● Provided data:
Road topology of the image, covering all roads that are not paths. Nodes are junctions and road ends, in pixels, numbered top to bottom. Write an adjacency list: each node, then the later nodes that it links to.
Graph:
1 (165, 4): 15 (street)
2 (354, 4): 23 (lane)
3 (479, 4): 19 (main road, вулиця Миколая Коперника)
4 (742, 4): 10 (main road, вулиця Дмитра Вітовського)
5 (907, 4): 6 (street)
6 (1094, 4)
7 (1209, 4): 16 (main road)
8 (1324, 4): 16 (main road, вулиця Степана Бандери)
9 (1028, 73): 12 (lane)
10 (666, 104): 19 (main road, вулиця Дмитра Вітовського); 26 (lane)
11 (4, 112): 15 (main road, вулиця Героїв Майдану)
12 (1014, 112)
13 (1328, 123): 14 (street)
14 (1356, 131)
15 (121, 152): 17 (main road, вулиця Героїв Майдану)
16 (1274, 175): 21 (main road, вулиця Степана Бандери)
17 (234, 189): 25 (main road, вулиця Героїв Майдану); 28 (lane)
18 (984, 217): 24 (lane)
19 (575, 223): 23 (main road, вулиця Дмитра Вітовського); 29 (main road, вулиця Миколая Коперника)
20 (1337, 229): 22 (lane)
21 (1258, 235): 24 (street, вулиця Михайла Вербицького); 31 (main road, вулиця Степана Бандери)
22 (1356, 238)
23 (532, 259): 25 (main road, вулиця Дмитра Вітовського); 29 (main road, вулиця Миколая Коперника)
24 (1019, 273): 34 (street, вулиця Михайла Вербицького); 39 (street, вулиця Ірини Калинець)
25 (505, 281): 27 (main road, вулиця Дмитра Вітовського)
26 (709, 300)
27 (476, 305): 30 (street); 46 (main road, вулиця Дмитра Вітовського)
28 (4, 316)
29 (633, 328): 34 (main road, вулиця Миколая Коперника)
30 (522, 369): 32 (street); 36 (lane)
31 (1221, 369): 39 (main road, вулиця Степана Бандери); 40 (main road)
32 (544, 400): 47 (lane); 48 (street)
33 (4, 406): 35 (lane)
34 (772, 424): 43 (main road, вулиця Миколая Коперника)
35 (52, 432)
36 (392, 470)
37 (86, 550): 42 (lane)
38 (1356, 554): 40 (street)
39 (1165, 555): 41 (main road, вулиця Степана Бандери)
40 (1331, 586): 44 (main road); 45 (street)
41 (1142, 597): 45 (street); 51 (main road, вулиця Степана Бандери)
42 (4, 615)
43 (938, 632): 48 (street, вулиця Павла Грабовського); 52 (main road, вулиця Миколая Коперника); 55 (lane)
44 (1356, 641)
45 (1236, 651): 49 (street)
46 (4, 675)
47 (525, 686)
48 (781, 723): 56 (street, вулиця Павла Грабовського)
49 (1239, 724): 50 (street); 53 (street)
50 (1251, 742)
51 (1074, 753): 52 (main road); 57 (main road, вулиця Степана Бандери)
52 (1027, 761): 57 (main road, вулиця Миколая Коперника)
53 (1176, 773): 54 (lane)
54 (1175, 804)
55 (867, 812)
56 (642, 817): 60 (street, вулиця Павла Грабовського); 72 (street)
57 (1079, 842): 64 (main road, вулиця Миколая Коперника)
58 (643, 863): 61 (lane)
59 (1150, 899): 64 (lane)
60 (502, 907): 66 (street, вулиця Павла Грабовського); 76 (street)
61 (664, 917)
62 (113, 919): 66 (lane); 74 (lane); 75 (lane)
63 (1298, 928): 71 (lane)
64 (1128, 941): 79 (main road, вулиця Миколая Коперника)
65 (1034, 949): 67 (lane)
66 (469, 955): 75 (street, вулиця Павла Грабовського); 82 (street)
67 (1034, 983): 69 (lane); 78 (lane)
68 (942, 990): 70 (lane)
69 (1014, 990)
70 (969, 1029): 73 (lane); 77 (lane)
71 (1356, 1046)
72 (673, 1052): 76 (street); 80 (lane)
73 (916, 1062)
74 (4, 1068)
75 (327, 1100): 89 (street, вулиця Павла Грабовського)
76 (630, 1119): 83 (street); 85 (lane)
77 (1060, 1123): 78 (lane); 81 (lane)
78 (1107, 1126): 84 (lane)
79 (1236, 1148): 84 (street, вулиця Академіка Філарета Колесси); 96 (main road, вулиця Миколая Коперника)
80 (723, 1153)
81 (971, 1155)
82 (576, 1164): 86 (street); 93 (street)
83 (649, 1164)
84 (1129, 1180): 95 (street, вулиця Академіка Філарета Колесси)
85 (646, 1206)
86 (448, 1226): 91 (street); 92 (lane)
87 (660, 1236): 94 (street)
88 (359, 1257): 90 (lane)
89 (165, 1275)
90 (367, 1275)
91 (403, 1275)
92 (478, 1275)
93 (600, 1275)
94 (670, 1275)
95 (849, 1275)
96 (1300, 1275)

--

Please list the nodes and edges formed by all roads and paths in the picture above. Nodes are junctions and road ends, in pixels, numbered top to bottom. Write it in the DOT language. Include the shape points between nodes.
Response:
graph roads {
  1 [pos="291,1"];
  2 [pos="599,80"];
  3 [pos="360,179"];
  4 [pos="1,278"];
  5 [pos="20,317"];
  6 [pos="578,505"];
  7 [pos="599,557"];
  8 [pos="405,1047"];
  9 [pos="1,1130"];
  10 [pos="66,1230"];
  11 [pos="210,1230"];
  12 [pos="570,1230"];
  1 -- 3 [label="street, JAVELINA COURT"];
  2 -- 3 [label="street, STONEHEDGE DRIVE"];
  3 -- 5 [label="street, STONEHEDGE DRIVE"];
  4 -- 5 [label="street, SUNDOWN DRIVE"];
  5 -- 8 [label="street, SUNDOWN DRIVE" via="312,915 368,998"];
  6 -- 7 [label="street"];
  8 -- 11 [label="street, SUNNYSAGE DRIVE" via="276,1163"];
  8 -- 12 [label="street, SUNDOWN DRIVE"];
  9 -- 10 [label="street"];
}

● Problem requirements: Reproduce each line above that contains "Nodes".

● Exercise response:
Road topology of the image, covering all roads that are not paths. Nodes are junctions and road ends, in pixels, numbered top to bottom. Write an adjacency list: each node, then the later nodes that it links to.
Please list the nodes and edges formed by all roads and paths in the picture above. Nodes are junctions and road ends, in pixels, numbered top to bottom. Write it in the DOT language. Include the shape points between nodes.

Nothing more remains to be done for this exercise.